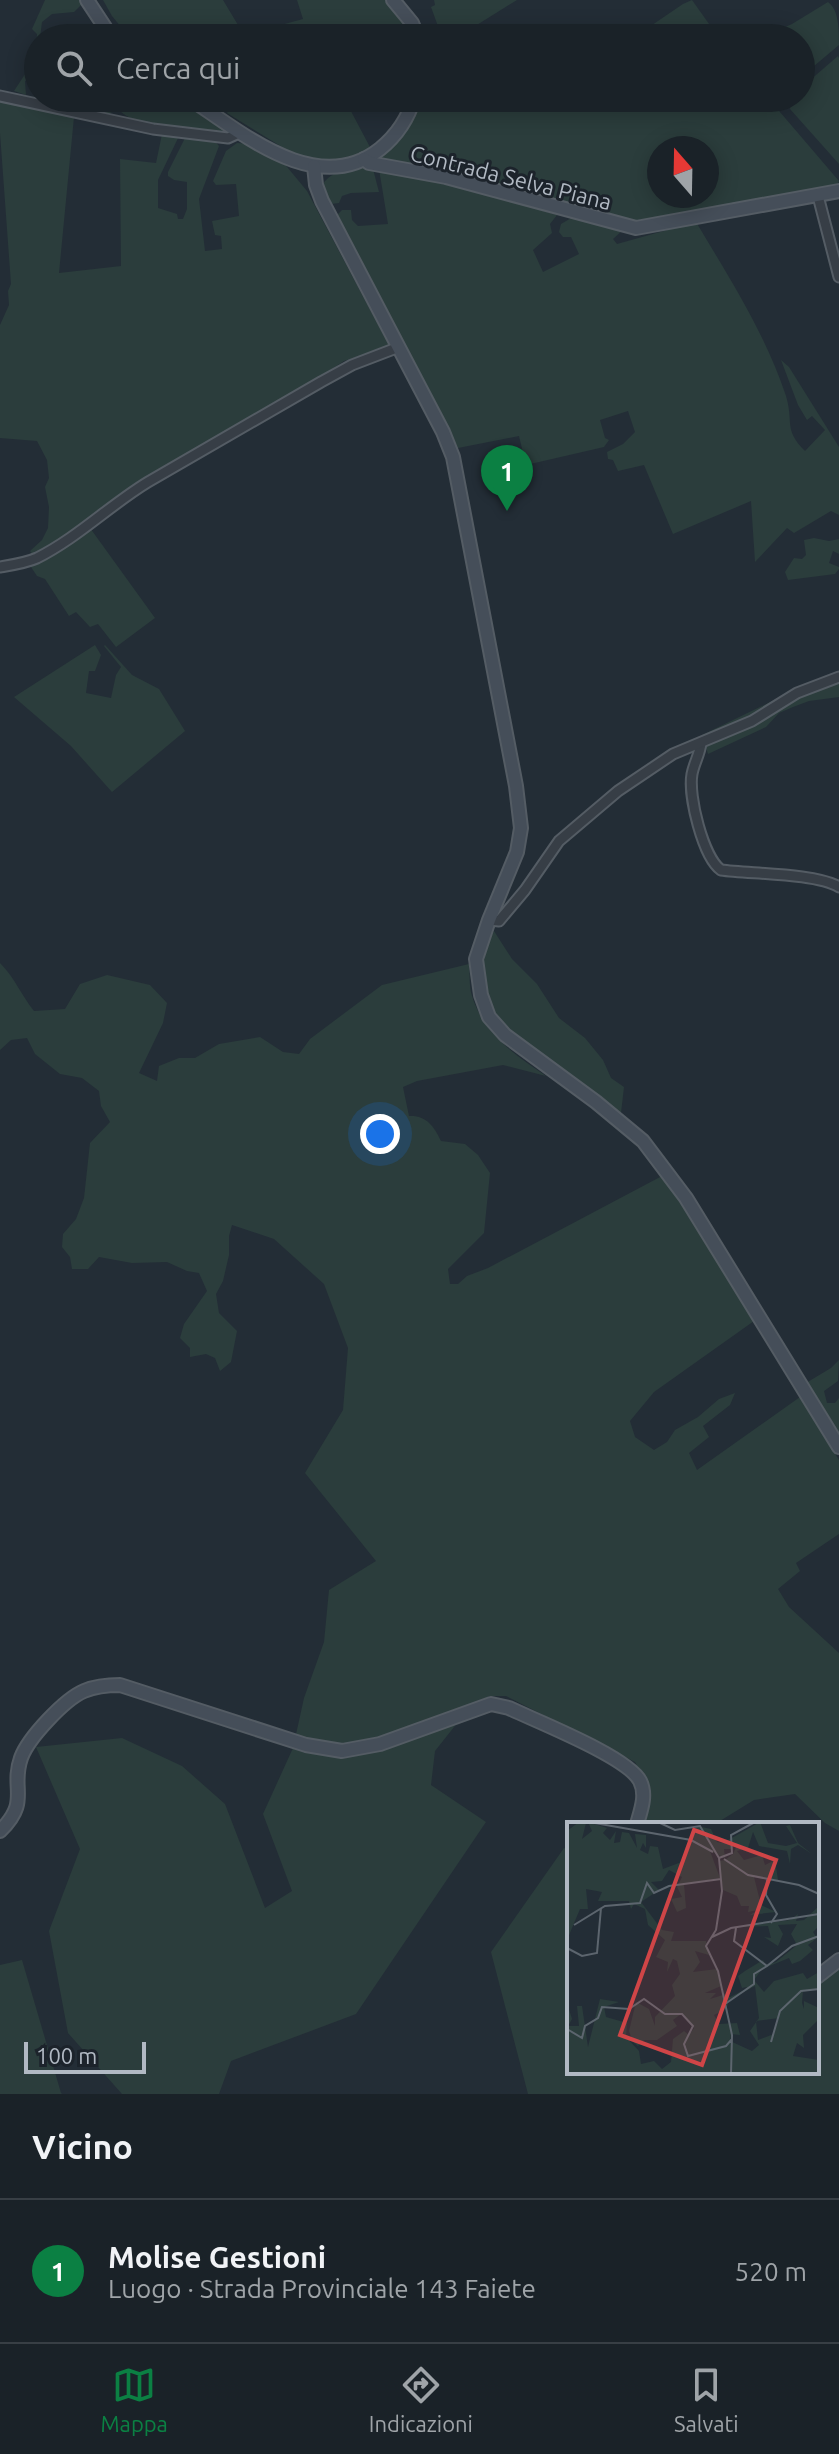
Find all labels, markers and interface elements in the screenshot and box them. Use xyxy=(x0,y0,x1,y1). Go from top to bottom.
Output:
search box xyxy=(24,24,815,112)
icon: search xyxy=(52,46,96,90)
text: Cerca qui xyxy=(116,51,240,85)
north arrow xyxy=(647,136,719,208)
street label: Contrada Selva Piana xyxy=(408,140,614,214)
pin: 1 xyxy=(481,445,533,511)
your location xyxy=(360,1114,400,1154)
inset map xyxy=(567,1822,819,2074)
scale bar xyxy=(24,2038,146,2074)
text: 100 m xyxy=(36,2043,97,2068)
text: Vicino xyxy=(32,2127,133,2165)
text: Molise Gestioni xyxy=(108,2240,326,2274)
text: 1 xyxy=(51,2257,65,2286)
text: 520 m xyxy=(735,2257,807,2286)
text: Luogo · Strada Provinciale 143 Faiete xyxy=(108,2274,536,2303)
tab: Mappa xyxy=(100,2363,168,2436)
tab: Indicazioni xyxy=(369,2363,473,2436)
tab: Salvati xyxy=(674,2363,739,2436)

EXERCISE AIM :: Retype the whole listing. Keep every word exact but include no pictures.

SOLUTION FOR THIS EXERCISE ::
Find all labels, markers and interface elements in the screenshot and box them. Use xyxy=(x0,y0,x1,y1). Go from top to bottom.
Output:
search box xyxy=(24,24,815,112)
icon: search xyxy=(52,46,96,90)
text: Cerca qui xyxy=(116,51,240,85)
north arrow xyxy=(647,136,719,208)
street label: Contrada Selva Piana xyxy=(408,140,614,214)
pin: 1 xyxy=(481,445,533,511)
your location xyxy=(360,1114,400,1154)
inset map xyxy=(567,1822,819,2074)
scale bar xyxy=(24,2038,146,2074)
text: 100 m xyxy=(36,2043,97,2068)
text: Vicino xyxy=(32,2127,133,2165)
text: Molise Gestioni xyxy=(108,2240,326,2274)
text: 1 xyxy=(51,2257,65,2286)
text: 520 m xyxy=(735,2257,807,2286)
text: Luogo · Strada Provinciale 143 Faiete xyxy=(108,2274,536,2303)
tab: Mappa xyxy=(100,2363,168,2436)
tab: Indicazioni xyxy=(369,2363,473,2436)
tab: Salvati xyxy=(674,2363,739,2436)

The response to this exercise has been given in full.